I agree with everything said above that it's fab and doesn't look out of place.
What ever next?


----------



## aaronnorth (29 Apr 2009)

JamesM said:
			
		

> Thanks Tom
> 
> I did think about competitions, like http://aquaticscapers.com/ but its not ready for that, and I don't know too much about the other comps  And its been shown now, so I guess I'd be ruled out



just dont post your final tank shot. Besides, it isnt finished yet is it?

I think this would do well in the AGA competition.


----------



## TDI-line (29 Apr 2009)

I think it needs a few empty crisp packets, a squashed can of Tennets special brew, and a maybe a copy of Razzle, just for authenticity.

Whose got a spare copy...


----------



## JamesM (29 Apr 2009)

You guys are great 

Can hedgehogs swim? You think there's room for one in there?


----------



## TDI-line (29 Apr 2009)

I think there's room for two.


----------



## vauxhallmark (29 Apr 2009)

JamesM said:
			
		

> You guys are great
> 
> Can hedgehogs swim? You think there's room for one in there?

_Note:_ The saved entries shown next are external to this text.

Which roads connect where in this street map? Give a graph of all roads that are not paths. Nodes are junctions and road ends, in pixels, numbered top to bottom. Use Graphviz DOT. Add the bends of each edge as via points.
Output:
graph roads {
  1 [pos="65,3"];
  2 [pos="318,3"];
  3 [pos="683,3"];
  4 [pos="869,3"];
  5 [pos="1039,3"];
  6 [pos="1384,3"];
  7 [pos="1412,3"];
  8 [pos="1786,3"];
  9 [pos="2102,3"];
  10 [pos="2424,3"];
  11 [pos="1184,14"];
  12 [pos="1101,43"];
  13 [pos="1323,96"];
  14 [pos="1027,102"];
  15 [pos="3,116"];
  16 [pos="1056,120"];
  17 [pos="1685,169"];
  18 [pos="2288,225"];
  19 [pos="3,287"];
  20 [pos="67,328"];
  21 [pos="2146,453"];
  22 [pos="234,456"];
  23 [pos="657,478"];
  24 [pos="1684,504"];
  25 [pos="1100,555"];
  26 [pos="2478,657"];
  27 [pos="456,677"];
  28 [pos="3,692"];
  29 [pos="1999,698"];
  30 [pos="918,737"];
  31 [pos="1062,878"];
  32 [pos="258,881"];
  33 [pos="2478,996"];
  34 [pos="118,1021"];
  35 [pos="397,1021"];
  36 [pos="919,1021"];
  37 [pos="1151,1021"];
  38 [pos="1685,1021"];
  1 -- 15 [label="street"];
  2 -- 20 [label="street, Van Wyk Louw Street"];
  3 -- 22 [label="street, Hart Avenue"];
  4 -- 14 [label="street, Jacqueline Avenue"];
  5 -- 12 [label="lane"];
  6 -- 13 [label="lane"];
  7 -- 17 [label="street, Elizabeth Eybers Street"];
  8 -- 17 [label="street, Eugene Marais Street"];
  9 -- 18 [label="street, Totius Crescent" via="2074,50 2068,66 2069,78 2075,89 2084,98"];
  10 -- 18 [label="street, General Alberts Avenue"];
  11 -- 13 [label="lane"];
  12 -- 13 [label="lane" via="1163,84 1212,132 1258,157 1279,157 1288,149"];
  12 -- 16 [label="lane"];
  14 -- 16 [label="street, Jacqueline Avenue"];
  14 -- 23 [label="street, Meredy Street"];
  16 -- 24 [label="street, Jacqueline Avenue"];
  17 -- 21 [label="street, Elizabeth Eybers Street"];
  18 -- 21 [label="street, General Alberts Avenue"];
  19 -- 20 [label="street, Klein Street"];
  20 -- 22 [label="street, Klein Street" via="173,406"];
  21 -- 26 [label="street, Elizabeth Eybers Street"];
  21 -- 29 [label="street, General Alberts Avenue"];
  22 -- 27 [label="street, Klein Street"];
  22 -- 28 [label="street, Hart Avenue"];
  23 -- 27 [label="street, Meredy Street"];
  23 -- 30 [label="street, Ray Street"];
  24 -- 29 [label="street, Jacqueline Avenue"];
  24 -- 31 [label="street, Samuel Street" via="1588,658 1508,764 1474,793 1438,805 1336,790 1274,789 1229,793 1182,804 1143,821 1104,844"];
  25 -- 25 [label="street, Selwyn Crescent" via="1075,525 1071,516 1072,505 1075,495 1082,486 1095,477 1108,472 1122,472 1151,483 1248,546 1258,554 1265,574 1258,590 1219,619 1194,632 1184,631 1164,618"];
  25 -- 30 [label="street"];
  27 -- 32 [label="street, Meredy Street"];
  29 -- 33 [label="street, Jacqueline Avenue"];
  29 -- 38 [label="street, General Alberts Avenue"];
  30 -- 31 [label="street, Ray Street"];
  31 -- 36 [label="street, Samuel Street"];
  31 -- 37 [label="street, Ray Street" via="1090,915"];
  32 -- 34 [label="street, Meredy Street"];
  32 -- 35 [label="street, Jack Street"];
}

They can swim for a little while, but will get exhausted, and need a ramp up to a dry land area. Have had one die in a pond before I built a ramp for them to get out   

M


----------



## jay (29 Apr 2009)

Vary clever. Bet Oliver Knott is kicking himself now


----------



## TBRO (29 Apr 2009)

LOL - This makes me smile


----------



## JamesM (1 May 2009)

Another updated pic for practice, with equipment removed.


----------



## Mark Evans (1 May 2009)

Class! just needs a nice shoal of starlings now  8)


----------



## LondonDragon (1 May 2009)

Looks great James  congrats


----------



## JamesM (11 May 2009)

Many thanks for the comments guys 

No updates on the tank yet, but George has kindly posted a blog about this tank on the PFK website. Check it out, and please leave some comments! 

http://www.practicalfishkeeping.co.uk/p ... blogid=276


----------



## George Farmer (11 May 2009)

JamesM said:
			
		

> Check it out, and please leave some comments!
> 
> http://www.practicalfishkeeping.co.uk/p ... blogid=276


Yes, please do give some feedback on the blog itself.  You have to register if you're not already, but it's free...

I figured this could be one of the more active blogs with potential for some really interesting discussions.


----------



## JamesM (26 Jun 2009)

Without Foundation has been up and running for 3 months now, and while I've had a few problems with BBA and gassing the livestock, things are going great  

Here's a quick handheld pic:






The blyxa is starting to overpower the scape imo, but I'm living with it for as long as possible... I also added some fast growing stems the absorb excess nutrients and balance things out. I personally like the stems, but as they don't fit the concept of the layout, they wont stay.

I'm wanting to do something else now, so how long this will exist I have no idea.

Opinions on the blyxa and stems is very welcome!!!

- James


----------



## Dan Crawford (26 Jun 2009)

I'd keep them both mate and let the scape evolve, i'm a massive fan of letting a tank take it's own route. I think it looks much better now, the stems look great and if you trim them well they could _make_ the scape as the match so well with the "stones". The blyxa does a great job of making a nice transition so if you can give it some careful pruning here and there you could keep it going for a long long time. Nice work.


----------



## rawr (26 Jun 2009)

Like Dan, I love seeing a tank evolve. I think the stems can work, although the thing that I noticed is that some more transition between the Stems/blyxa/foreground would look better but that'll probably come in time. I love the algae on the bricks too.


----------



## LondonDragon (26 Jun 2009)

Looking great James  I do like how it is just maybe trim the stems a little


----------



## TDI-line (26 Jun 2009)

Looks great James, i'd keep them both also.


----------



## a1Matt (26 Jun 2009)

It is nice to see an update for this tank  8) 

My two pence...

The stems do not work for me.
I'm liking the blyxa a lot


----------



## George Farmer (26 Jun 2009)

I really like this.  It's evolving great!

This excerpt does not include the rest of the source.